Здесь некогда был хутор, вероятно, устроенный и озелененный, но в начале 30-х годов при весеннем разливе Буга совсем неожиданно мощный оползень сбросил хутор к реке вместе с его садочком, хорошей хатой, дворовыми крестьянскими службами. На краю земной тверди остался один лишь скотский сарай, который хозяева кое-как оборудовали под жилье. Оползень застыл языком у берега, и на его ныне поросшей репьями и крапивой поверхности еще виднелись обломки досок, связки камыша от крыш, куски глиняной обмазки, ржавые ободья колес. А по склону к самой реке сбегала тропинка, проложенная хозяевами этого гиблого места.
Теперь изо всей крестьянской «худобы» держали в скверно сляпанном хлевушке свинью, прямо в сенцах кур на корявых насестах, еще дремала во дворе кудлатая собака, всегда голодная и воровитая.
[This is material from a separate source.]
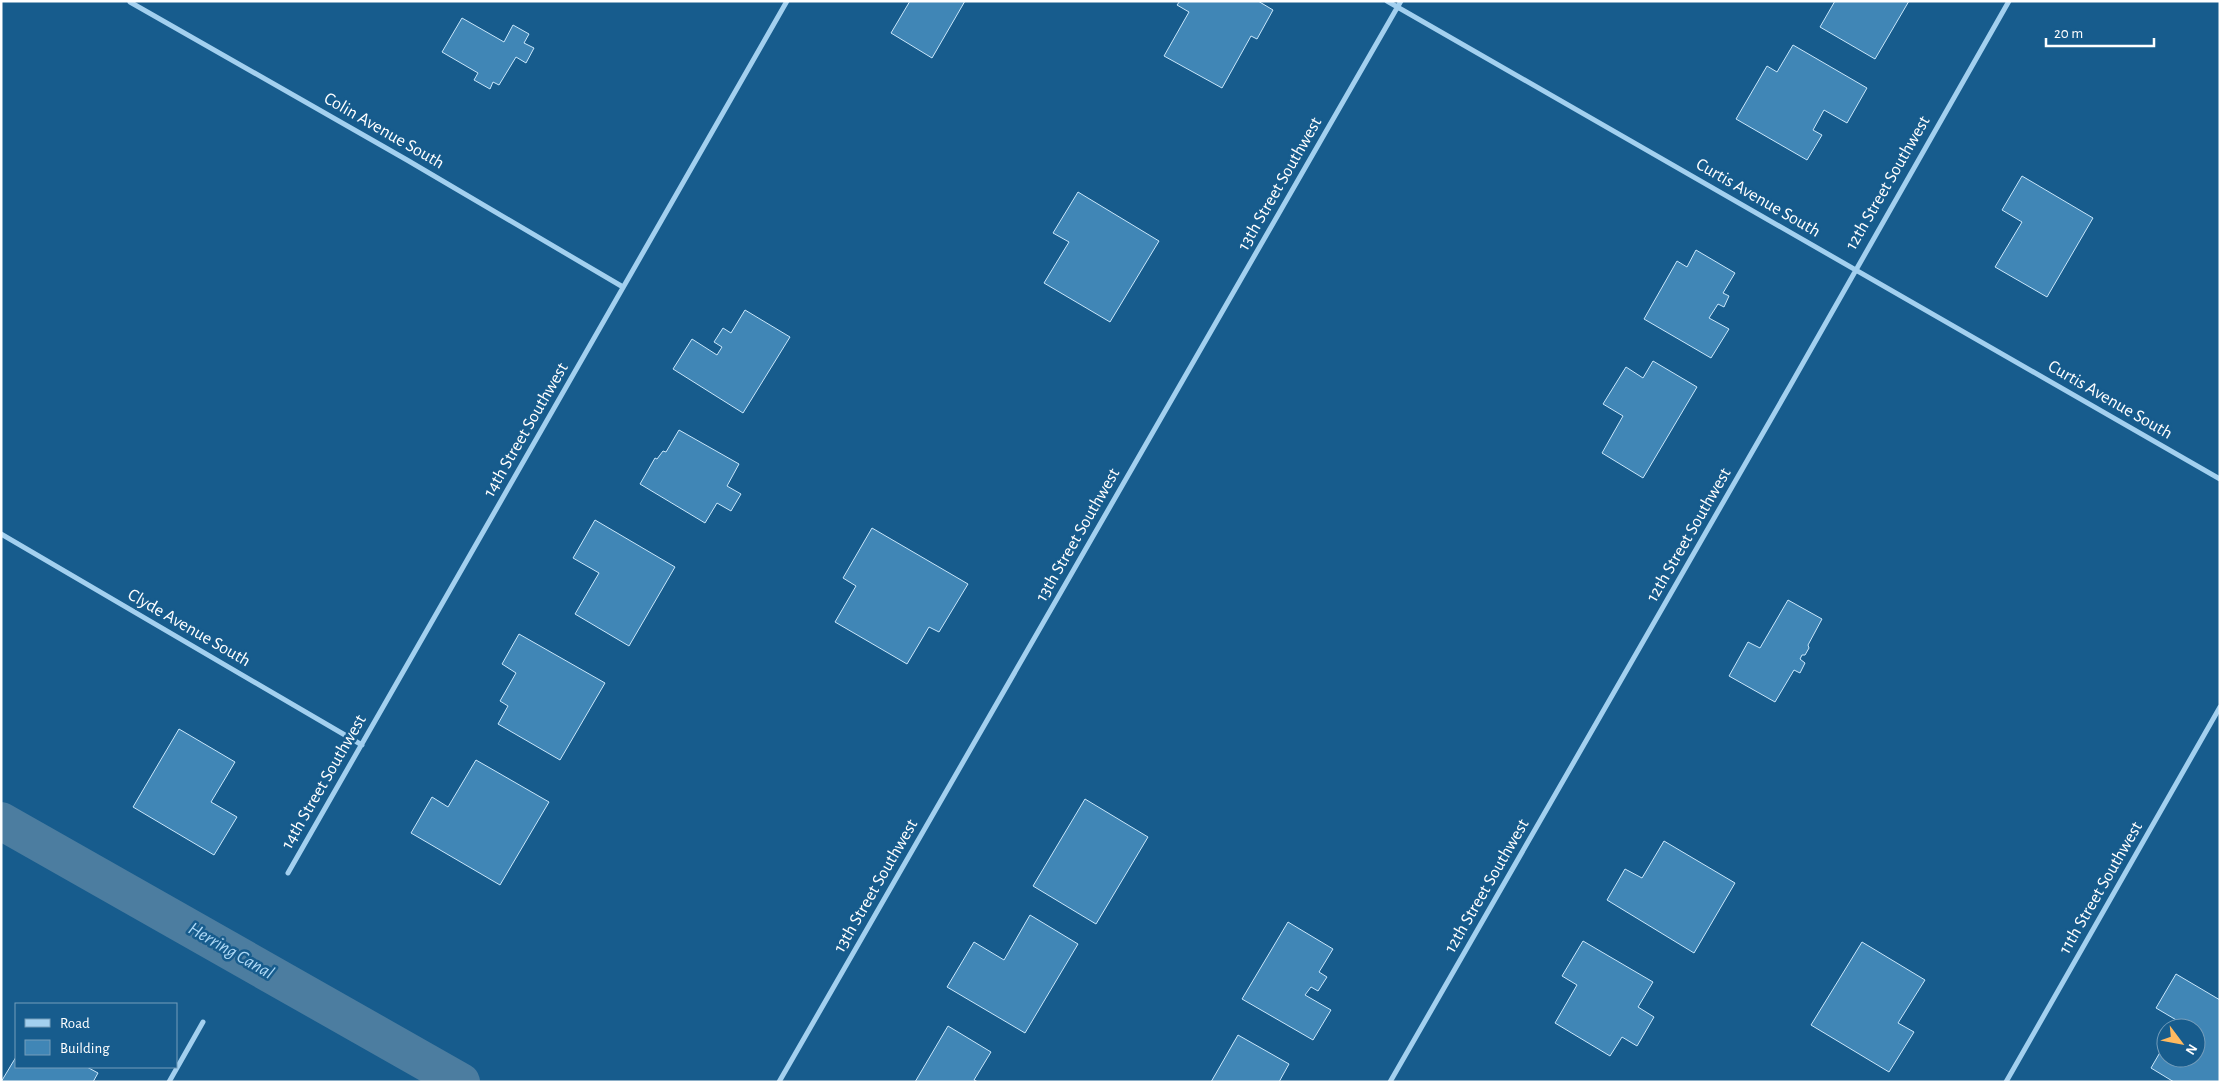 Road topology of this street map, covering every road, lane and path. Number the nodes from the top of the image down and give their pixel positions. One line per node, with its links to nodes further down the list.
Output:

А за хатой на солнечном пекле раскинулся огородик с «бульбой» и овощами. Воду для его поливки и для своей потребы носили на коромыслах «з Бугу». Вода была с головастиками, мутная, с неприятным привкусом: где-то выше по течению существовали какая-то фабричка и кирпичный завод, откуда отходы сливали в реку. Рыбы в ней не ловили, только микроскопические мальки порою промелькивали в воде.
В хозяйской половине хаты почти всю ее занимала криво сложенная русская печь, зимою ее топили покупною соломой, в огонь бросали кирпичи и камни — они дольше держали тепло. Когда случалось добыть возле карьера лошадиный навоз, месили его с соломой в кизяки-кирпичи: башенки из них сохли во дворе под навесом. Если удавалось, отапливались и углем, «колы гроши ма», сказала хозяйка.
И в «горнице» зимою не топленной, и в половине с печью полы глинобитные, вонючие. Хозяйка Явдоха отравила нам с мужем добрую половину «дачного» пребывания: чтобы угодить постояльцам, «замостыла» (смазала) свежей глиной с навозом пол в снятой нами комнате и, пока не исчезла страшная вонь, мы ночевали во дворе на досках с набросанным веретьем. Хозяин бабу ругал.
Свой обед, состоявший день ото дня из невыносимо невкусного борща «з салом», и пшенной каши, летом готовили во дворе в подобии самодельной печурки из спасительной глины и кирпичей. Дрова в той безлесной местности «на вес золота» и дороже, печурку топили тоже соломой и сушеным мусором, который дети добывали «з лугу». Еда воняла дымом, головастики отвращали, и мы все время практики питались всухомятку, причем продукты, всегда несвежие, продавались в селе. Булочной там не было, люди хлеб пекли дома, и, дай Бог здоровья, продавали «буханки». А за большим запасом надо было ехать в Одессу или Гайворон. добираясь до железнодорожной станции пешком.